Backed by an army of lawyers, Paul Slough, Evan Liberty, Dustin Heard and Nicholas Slatten appeared before a federal court for the start of jury selection.
The trial was expected to last between five and six months, Slatten's lawyer, Thomas Connolly, told AFP.
Judge Royce Lamberth said "a very high number of Iraqi witnesses" are scheduled to testify about what they saw on Sept 16, 2007, in Baghdad's Nisour Square.
The Blackwater employees were guarding a US diplomatic convoy when they opened fire, killing 17 unarmed Iraqi civilians according to an Iraqi investigation, or 14, according to the US count. The hail of gunfire also wounded 18 people.

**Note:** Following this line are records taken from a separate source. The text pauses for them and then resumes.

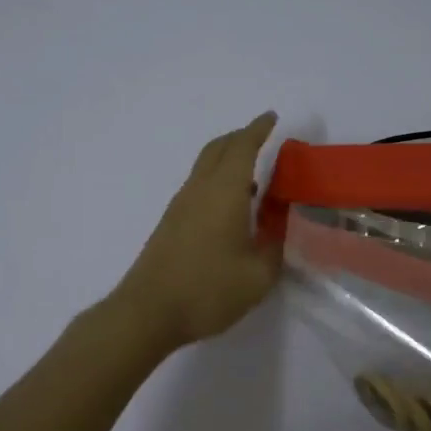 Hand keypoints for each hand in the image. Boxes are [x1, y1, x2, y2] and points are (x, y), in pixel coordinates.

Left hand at [114, 113, 283, 350]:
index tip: (272, 118)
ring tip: (253, 174)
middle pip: (218, 149)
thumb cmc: (207, 290)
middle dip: (241, 138)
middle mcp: (199, 190)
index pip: (243, 148)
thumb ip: (275, 247)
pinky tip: (231, 207)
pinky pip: (198, 187)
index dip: (259, 130)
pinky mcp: (170, 224)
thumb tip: (282, 227)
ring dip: (227, 160)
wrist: (147, 312)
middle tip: (262, 138)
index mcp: (224, 192)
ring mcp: (180, 206)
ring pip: (205, 167)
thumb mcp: (258, 275)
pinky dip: (217, 181) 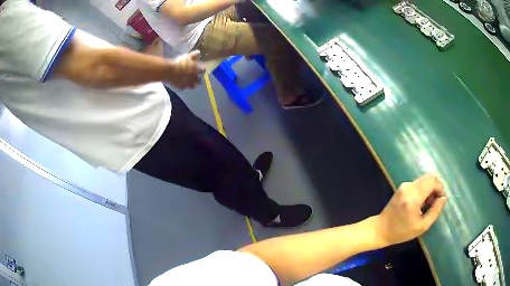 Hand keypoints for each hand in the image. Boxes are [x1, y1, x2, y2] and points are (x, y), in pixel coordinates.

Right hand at [167, 50, 204, 88]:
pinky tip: (184, 85)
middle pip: (199, 79)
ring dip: (194, 84)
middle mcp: (194, 77)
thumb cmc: (180, 63)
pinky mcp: (181, 86)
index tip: (202, 68)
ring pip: (193, 85)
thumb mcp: (187, 56)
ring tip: (193, 83)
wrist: (170, 72)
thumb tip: (199, 52)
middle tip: (197, 76)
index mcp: (197, 70)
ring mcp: (188, 83)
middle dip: (199, 78)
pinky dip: (185, 86)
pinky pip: (184, 87)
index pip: (203, 70)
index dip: (202, 69)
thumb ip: (194, 55)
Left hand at [375, 174, 446, 245]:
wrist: (381, 229)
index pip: (432, 181)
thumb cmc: (401, 232)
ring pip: (424, 180)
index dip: (440, 188)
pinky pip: (418, 183)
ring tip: (427, 205)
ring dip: (430, 189)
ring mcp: (404, 185)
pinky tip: (420, 203)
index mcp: (413, 197)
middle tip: (435, 202)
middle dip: (436, 187)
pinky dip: (423, 190)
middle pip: (429, 177)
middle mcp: (408, 187)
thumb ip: (435, 211)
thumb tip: (443, 198)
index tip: (441, 200)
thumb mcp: (422, 226)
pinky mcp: (402, 186) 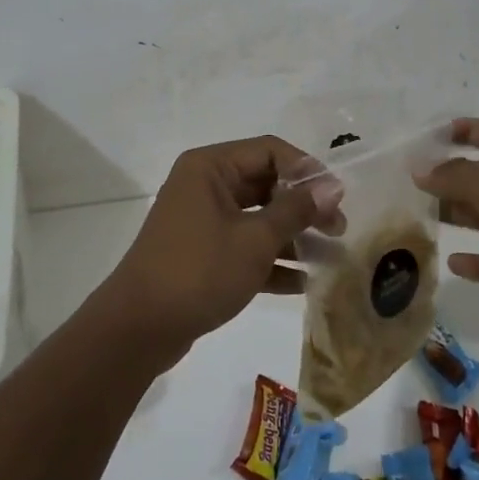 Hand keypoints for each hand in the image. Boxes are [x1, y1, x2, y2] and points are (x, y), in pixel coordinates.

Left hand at [98, 136, 343, 364]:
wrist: (139, 328)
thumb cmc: (199, 271)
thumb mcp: (255, 239)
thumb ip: (296, 210)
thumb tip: (332, 185)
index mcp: (211, 167)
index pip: (269, 151)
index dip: (306, 170)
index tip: (337, 197)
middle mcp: (205, 185)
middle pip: (265, 184)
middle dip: (303, 207)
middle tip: (339, 230)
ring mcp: (202, 221)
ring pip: (257, 218)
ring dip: (292, 237)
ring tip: (330, 258)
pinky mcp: (202, 254)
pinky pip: (243, 247)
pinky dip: (271, 261)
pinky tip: (303, 283) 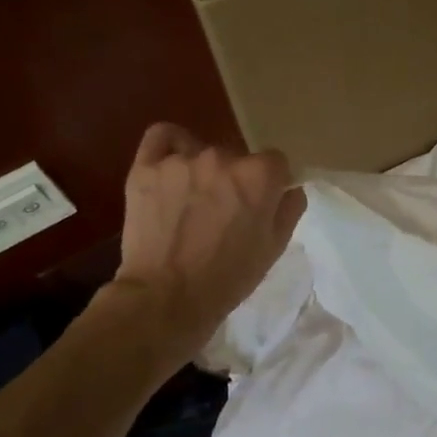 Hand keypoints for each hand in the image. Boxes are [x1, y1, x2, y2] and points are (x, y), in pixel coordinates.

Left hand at [108, 124, 305, 361]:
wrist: (165, 299)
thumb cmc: (228, 278)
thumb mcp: (274, 247)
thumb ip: (290, 208)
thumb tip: (290, 187)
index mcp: (259, 175)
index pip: (275, 162)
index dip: (271, 184)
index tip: (261, 206)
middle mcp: (223, 157)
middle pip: (237, 158)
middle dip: (234, 180)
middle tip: (223, 213)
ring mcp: (181, 160)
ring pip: (201, 152)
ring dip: (202, 172)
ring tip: (190, 203)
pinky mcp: (146, 168)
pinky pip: (162, 137)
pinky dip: (170, 145)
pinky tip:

The killing exacerbated Iraqi resentment toward Americans and was seen by critics as an example of the impunity enjoyed by private security firms on the US payroll in Iraq.
Slatten is charged with the first degree murder of a civilian. Slough, Liberty and Heard are accused of voluntary manslaughter of the 13 other victims.
All four have pleaded not guilty.
Their trial follows a tortuous legal process as the case slowly wound through US courts.
In 2009, a US judge dismissed charges against five former Blackwater employees because certain statements they made immediately after the event could not be used against them.
Two years later, an appeals court reinstated the indictments against four defendants, opening the way for the current trial.
But a judge dismissed the case against Slatten in April because of a technicality. Federal prosecutors then re-filed first degree murder charges against him several weeks later.
Slatten, if convicted, faces a maximum penalty of life in prison but prosecutors would have to convince a jury that he acted with premeditation.
Before the killings, Slatten was alleged to have told acquaintances he wanted "to kill as many Iraqis as he could as 'payback for 9/11'", according to the indictment.
Blackwater, whose license to work in Iraq was revoked by Baghdad, was renamed Xe Services in 2009 and then Academi in 2011.
On President Barack Obama's arrival in office in 2009, the State Department canceled its contract with the company.